• [About this exercise] How many lines of the data contain "connect"? Reply with the number alone.

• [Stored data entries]
=== Section Start ===

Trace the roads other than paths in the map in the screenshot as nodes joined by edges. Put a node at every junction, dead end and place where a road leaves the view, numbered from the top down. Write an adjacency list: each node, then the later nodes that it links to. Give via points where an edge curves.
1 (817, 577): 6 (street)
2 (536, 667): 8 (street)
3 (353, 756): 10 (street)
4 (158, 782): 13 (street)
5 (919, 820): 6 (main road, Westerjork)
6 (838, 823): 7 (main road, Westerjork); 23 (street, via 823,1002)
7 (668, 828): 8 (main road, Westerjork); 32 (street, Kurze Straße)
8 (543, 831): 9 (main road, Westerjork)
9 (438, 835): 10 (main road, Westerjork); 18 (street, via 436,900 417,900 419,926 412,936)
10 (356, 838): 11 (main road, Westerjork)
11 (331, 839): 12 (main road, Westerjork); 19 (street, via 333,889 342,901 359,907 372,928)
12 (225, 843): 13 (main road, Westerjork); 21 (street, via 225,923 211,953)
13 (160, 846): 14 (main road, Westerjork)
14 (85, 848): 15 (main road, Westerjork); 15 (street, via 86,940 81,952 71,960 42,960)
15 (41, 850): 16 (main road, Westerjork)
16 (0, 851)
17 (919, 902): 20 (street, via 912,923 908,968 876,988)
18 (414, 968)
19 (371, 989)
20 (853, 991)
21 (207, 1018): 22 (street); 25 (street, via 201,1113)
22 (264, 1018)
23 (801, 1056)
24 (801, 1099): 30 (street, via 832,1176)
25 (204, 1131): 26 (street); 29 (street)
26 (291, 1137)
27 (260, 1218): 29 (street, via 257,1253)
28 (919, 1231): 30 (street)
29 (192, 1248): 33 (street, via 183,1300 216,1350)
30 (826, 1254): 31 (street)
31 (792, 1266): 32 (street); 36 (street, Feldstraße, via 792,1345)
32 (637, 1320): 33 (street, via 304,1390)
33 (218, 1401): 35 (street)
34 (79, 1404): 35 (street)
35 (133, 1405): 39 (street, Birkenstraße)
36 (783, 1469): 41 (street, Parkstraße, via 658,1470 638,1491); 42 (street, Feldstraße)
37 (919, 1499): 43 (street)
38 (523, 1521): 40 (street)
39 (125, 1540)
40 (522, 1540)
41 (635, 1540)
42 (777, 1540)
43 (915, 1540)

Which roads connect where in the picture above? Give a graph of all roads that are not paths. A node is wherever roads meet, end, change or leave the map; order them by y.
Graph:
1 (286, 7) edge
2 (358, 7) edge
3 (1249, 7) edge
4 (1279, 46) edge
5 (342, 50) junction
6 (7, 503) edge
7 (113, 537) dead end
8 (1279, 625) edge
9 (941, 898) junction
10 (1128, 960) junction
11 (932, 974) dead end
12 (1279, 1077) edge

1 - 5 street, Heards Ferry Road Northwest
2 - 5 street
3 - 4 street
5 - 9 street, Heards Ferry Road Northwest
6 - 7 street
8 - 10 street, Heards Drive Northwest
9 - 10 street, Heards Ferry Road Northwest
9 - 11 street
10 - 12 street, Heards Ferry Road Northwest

=== Section End ===
=== Section Start ===

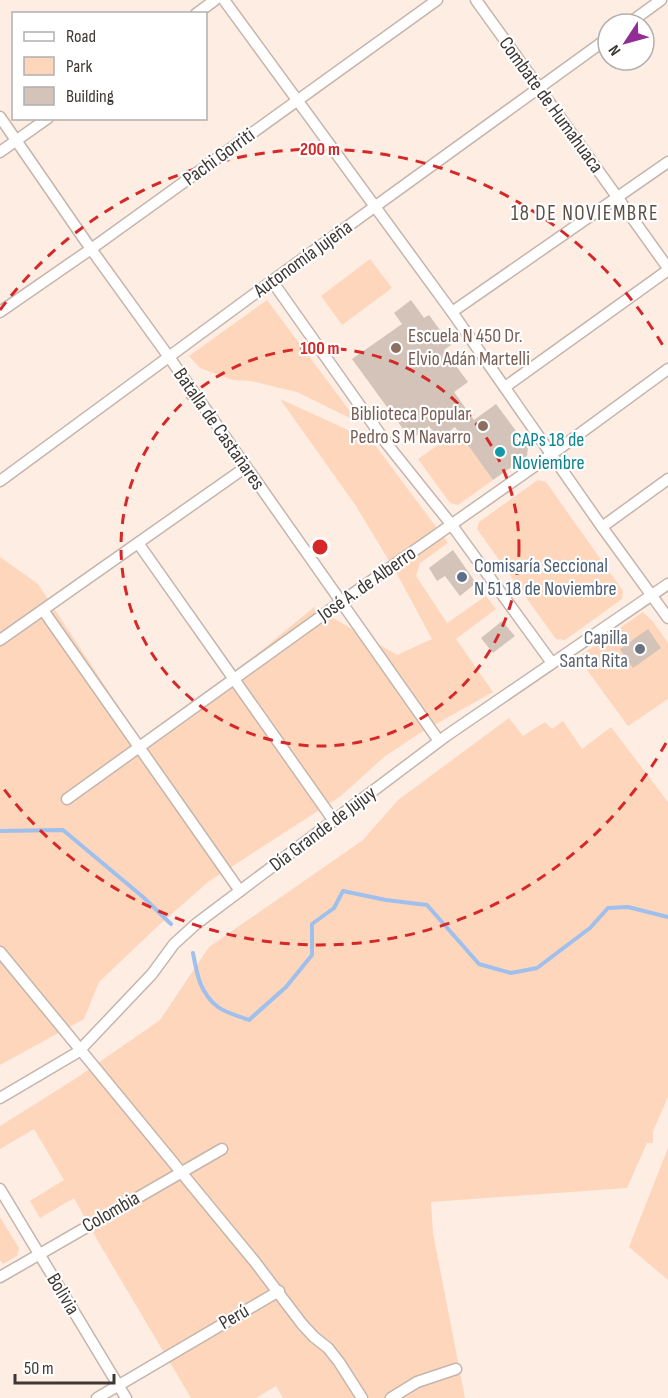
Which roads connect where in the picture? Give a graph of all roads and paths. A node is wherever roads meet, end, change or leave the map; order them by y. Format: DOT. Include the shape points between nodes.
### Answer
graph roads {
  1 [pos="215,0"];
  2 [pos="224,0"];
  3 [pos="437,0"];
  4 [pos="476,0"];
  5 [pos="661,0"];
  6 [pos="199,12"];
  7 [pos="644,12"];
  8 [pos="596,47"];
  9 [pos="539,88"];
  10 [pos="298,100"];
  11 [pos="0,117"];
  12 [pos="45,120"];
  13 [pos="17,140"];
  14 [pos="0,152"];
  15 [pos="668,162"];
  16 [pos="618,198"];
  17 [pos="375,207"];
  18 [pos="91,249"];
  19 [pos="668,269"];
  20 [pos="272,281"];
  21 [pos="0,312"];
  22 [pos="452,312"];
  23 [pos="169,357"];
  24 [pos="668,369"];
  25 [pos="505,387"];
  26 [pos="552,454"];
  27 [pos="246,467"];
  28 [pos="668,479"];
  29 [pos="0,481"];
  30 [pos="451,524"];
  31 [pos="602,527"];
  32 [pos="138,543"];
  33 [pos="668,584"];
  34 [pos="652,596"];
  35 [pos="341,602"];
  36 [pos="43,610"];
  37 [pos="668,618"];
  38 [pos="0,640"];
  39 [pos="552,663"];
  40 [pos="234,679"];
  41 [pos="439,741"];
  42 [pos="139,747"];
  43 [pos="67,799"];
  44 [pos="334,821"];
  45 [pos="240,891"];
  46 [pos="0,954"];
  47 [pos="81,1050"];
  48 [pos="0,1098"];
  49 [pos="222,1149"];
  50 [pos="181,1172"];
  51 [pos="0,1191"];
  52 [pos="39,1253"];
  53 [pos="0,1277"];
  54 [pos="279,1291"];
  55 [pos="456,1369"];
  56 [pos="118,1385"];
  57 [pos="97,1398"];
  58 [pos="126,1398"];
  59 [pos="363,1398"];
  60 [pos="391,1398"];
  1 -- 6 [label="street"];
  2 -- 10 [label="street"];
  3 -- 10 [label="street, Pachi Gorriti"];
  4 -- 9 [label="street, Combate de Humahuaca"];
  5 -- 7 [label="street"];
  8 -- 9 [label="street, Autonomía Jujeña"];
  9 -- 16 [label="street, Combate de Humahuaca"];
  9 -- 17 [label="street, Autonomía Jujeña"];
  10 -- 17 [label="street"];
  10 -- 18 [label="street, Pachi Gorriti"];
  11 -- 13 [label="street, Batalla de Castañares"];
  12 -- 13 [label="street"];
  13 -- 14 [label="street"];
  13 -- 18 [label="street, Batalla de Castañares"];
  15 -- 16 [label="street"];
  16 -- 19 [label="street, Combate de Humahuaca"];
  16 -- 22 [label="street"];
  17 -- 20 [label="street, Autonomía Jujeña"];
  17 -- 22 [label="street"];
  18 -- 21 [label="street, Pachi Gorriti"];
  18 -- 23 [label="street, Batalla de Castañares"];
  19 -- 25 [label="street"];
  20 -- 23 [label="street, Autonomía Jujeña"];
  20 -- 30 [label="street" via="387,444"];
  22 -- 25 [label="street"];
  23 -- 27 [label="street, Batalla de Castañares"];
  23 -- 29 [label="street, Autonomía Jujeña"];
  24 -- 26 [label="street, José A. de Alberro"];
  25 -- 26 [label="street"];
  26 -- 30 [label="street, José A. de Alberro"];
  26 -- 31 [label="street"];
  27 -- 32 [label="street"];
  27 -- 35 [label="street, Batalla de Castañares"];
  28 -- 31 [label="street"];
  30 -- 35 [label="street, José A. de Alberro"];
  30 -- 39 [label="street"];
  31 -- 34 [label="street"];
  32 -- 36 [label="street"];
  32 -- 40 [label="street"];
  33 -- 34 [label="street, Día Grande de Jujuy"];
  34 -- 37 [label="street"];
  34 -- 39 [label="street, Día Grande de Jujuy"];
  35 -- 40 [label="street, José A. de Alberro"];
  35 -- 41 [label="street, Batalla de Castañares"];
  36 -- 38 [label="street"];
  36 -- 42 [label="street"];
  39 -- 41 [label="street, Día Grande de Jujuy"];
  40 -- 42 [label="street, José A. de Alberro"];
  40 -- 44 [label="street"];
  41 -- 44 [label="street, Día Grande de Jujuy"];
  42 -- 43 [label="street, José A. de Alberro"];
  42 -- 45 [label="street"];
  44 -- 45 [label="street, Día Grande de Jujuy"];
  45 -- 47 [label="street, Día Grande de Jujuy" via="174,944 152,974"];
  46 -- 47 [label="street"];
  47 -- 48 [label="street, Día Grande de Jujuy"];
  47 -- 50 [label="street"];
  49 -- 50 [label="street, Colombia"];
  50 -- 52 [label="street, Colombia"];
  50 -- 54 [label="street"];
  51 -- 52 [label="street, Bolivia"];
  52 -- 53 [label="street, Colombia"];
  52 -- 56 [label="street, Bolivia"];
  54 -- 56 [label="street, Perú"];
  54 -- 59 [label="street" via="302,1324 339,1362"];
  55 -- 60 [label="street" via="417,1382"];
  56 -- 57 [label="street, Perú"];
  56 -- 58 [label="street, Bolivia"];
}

=== Section End ===
=== Section Start ===

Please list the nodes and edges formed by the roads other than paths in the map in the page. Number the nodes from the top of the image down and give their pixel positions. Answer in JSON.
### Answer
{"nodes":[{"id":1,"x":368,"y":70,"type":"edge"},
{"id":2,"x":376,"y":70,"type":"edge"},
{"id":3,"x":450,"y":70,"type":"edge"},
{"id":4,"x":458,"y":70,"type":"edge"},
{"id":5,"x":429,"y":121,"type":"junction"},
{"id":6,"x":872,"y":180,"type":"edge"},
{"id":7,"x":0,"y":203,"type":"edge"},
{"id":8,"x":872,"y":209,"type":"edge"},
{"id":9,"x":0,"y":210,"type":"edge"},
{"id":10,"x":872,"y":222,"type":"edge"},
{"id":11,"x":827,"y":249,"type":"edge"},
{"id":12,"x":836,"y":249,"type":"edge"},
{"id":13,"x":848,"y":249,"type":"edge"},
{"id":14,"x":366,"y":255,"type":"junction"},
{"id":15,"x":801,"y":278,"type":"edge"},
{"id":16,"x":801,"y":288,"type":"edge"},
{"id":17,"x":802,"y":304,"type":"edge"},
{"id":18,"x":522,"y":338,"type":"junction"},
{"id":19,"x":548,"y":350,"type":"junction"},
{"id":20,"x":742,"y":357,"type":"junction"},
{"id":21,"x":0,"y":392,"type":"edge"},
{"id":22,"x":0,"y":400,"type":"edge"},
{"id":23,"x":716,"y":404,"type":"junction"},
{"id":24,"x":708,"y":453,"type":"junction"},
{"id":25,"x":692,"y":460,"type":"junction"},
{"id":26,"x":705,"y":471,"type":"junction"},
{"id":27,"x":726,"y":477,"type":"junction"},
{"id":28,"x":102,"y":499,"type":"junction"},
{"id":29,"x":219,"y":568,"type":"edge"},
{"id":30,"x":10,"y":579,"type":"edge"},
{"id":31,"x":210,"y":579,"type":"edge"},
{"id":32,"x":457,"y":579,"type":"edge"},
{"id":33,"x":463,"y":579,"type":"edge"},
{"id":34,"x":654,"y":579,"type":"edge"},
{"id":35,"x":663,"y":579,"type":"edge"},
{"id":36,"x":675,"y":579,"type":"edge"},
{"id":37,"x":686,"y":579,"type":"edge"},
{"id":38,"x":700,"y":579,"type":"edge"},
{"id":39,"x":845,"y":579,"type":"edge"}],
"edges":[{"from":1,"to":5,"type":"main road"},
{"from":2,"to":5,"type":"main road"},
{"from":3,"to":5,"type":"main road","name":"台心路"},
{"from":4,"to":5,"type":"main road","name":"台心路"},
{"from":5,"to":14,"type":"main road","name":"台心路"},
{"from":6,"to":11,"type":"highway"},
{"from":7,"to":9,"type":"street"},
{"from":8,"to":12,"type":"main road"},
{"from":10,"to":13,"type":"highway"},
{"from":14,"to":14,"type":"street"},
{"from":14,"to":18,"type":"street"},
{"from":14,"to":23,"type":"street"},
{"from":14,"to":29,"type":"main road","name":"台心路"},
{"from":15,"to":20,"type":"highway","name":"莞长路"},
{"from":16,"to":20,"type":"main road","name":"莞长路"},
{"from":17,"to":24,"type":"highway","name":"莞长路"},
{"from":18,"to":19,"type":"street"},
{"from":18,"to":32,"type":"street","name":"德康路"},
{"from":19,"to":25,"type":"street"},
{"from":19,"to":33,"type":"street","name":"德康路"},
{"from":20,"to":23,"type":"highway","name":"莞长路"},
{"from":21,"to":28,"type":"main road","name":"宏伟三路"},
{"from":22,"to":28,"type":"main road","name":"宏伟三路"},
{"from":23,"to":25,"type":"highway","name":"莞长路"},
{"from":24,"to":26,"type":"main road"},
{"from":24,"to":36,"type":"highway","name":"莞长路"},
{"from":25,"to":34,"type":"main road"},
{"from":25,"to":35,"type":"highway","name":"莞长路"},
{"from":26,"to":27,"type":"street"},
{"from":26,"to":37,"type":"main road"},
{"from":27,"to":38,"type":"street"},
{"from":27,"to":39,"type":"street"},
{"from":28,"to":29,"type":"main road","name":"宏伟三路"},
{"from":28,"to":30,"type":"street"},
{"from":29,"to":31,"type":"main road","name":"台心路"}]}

=== Section End ===

• [Written response] 2